Streamlining Data Ingestion with Pulsar and Kafka Connectors

Modern data systems rely on ingesting large volumes of data from diverse sources—databases, logs, cloud services, and sensors. To handle this complexity at scale, tools like Apache Pulsar and Kafka Connect provide extensible frameworks for streamlined, real-time ingestion.

In this post, you’ll learn how to use Apache Pulsar with Kafka Connectors to build modular and scalable data ingestion pipelines, leveraging Kafka Connect’s rich ecosystem of connectors with Pulsar’s cloud-native messaging architecture.

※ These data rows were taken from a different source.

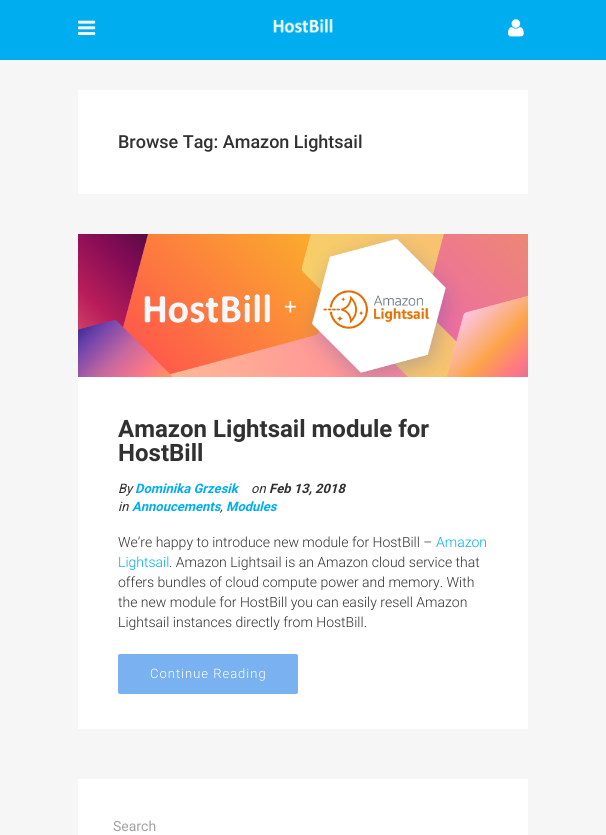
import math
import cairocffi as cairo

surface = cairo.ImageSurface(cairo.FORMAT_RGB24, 606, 835)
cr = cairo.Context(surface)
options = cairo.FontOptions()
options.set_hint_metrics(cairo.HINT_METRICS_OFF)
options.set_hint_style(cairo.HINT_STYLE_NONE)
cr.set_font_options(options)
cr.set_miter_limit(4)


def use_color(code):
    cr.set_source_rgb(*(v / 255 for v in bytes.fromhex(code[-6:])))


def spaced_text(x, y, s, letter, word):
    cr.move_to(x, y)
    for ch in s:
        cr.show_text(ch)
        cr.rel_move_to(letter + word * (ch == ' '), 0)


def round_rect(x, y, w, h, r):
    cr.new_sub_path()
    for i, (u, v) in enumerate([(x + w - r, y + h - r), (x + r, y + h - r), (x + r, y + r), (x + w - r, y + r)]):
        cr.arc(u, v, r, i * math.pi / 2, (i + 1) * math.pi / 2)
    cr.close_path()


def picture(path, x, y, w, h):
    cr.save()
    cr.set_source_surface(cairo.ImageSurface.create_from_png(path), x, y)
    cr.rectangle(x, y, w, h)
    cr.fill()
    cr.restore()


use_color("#f6f6f6")
cr.paint()
use_color("#00aeef")
cr.rectangle(0, 0, 606, 60)
cr.fill()
picture("img1.png", 78, 20, 18, 15)
picture("img2.png", 273, 19, 60, 14)
picture("img3.png", 508, 19, 16, 18)
use_color("#ffffff")
cr.rectangle(78, 90, 450, 104)
cr.fill()
cr.select_font_face("Roboto Medium")
cr.set_font_size(18)
use_color("#313131")
cr.move_to(118, 148)
cr.show_text("Browse Tag: Amazon Lightsail")
picture("img4.png", 78, 234, 450, 143)
use_color("#ffffff")
cr.rectangle(78, 377, 450, 352)
cr.fill()
cr.select_font_face("Roboto", cairo.FONT_SLANT_NORMAL, cairo.FONT_WEIGHT_BOLD)
cr.set_font_size(24)
use_color("#313131")
cr.move_to(118, 437)
cr.show_text("Amazon Lightsail module for")
cr.move_to(118, 461)
cr.show_text("HostBill")
cr.select_font_face("Roboto", cairo.FONT_SLANT_ITALIC)
cr.set_font_size(13)
cr.move_to(118, 493)
cr.show_text("By")
cr.select_font_face("Roboto", cairo.FONT_SLANT_ITALIC, cairo.FONT_WEIGHT_BOLD)
use_color("#00aeef")
cr.move_to(135, 493)
cr.show_text("Dominika Grzesik")
cr.select_font_face("Roboto", cairo.FONT_SLANT_ITALIC)
use_color("#313131")
cr.move_to(251, 493)
cr.show_text("on")
cr.select_font_face("Roboto", cairo.FONT_SLANT_ITALIC, cairo.FONT_WEIGHT_BOLD)
cr.move_to(269, 493)
cr.show_text("Feb 13, 2018")
cr.select_font_face("Roboto", cairo.FONT_SLANT_ITALIC)
cr.move_to(118, 511)
cr.show_text("in")
cr.select_font_face("Roboto", cairo.FONT_SLANT_ITALIC, cairo.FONT_WEIGHT_BOLD)
use_color("#00aeef")
cr.move_to(132, 511)
cr.show_text("Annoucements")
cr.move_to(226, 511)
cr.show_text("Modules")
cr.select_font_face("Roboto", cairo.FONT_SLANT_ITALIC)
use_color("#313131")
cr.move_to(220, 511)
cr.show_text(",")
cr.select_font_face("Roboto Light")
cr.set_font_size(14)
cr.move_to(118, 547)
cr.show_text("We’re happy to introduce new module for HostBill –")
use_color("#00aeef")
cr.move_to(436, 547)
cr.show_text("Amazon")
cr.move_to(118, 567)
cr.show_text("Lightsail")
use_color("#313131")
cr.move_to(169, 567)
cr.show_text(". Amazon Lightsail is an Amazon cloud service that")
cr.move_to(118, 587)
cr.show_text("offers bundles of cloud compute power and memory. With")
cr.move_to(118, 607)
cr.show_text("the new module for HostBill you can easily resell Amazon")
cr.move_to(118, 627)
cr.show_text("Lightsail instances directly from HostBill.")
use_color("#79b1f1")
round_rect(118, 654, 180, 40, 2)
cr.fill()
cr.set_font_size(13)
use_color("#ffffff")
spaced_text(150, 678, "Continue Reading", 1, 0)
cr.rectangle(78, 779, 450, 56)
cr.fill()
cr.select_font_face("Roboto")
cr.set_font_size(14)
use_color("#a2a2a2")
cr.move_to(113, 831)
cr.show_text("Search")
surface.write_to_png("result.png")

Why Combine Pulsar with Kafka Connect?

While Pulsar has its own native connector framework (Pulsar IO), integrating it with Kafka Connect offers:

Access to 100+ pre-built connectors (Debezium, JDBC, Elasticsearch, etc.)
Easy integration with enterprise systems and cloud services
Consistent data pipeline architecture
Minimal custom code

This hybrid approach enables organizations to ingest from virtually any source directly into Pulsar topics.

Architecture Overview

[Source Systems (DB, REST, MQ)]
↓
[Kafka Connect with Source Connectors]
↓
[Apache Pulsar Sink Connector]
↓
[Pulsar Topics → Stream Processing / Analytics / ML]

You can also do the reverse—sink data from Pulsar into other systems using Kafka-compatible sink connectors.

Setting Up Kafka Connect with Pulsar Sink

Apache Pulsar supports Kafka Connect via its Kafka Connect Adapter, which allows running a Kafka Connect cluster that writes to Pulsar topics.

Step 1: Deploy Kafka Connect (standalone or distributed)

connect-distributed connect-distributed.properties

Step 2: Install the Pulsar Sink Connector JAR

Download from: https://github.com/streamnative/pulsar-kafka-connect/releases

Place it in the Kafka Connect plugins path.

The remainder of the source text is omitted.